------ DATA ------

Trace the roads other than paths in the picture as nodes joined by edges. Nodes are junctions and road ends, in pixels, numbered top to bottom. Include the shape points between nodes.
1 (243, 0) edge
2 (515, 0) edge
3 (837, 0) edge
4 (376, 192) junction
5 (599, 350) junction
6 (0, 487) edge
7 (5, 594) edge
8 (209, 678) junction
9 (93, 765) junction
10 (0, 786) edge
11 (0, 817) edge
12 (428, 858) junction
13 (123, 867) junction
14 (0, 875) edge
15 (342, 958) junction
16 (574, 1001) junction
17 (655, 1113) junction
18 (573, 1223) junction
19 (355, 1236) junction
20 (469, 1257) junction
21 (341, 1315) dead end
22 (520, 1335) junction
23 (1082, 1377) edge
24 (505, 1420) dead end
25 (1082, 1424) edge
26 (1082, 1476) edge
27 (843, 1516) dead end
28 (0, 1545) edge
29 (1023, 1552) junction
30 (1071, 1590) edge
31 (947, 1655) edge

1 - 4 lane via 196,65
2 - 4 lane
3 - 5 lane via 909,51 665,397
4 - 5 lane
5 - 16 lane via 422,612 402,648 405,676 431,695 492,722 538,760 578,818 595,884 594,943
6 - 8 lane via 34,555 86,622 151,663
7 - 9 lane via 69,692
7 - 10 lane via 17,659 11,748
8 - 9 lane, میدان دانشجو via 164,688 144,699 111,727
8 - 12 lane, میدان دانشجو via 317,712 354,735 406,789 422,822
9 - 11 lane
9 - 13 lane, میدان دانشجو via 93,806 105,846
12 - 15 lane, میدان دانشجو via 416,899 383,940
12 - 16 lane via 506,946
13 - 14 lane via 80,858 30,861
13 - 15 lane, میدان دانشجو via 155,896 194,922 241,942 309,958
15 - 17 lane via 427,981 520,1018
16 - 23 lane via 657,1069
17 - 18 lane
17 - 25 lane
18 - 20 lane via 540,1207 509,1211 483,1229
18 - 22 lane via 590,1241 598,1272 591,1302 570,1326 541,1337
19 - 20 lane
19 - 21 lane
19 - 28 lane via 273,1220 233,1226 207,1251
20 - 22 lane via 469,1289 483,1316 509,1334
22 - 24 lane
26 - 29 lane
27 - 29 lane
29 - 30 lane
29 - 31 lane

------

* _ACTION ITEM_:
Return a copy of each line in the records above that has "dead" in it.

* _ANSWER AREA_:
21 (341, 1315) dead end
24 (505, 1420) dead end
27 (843, 1516) dead end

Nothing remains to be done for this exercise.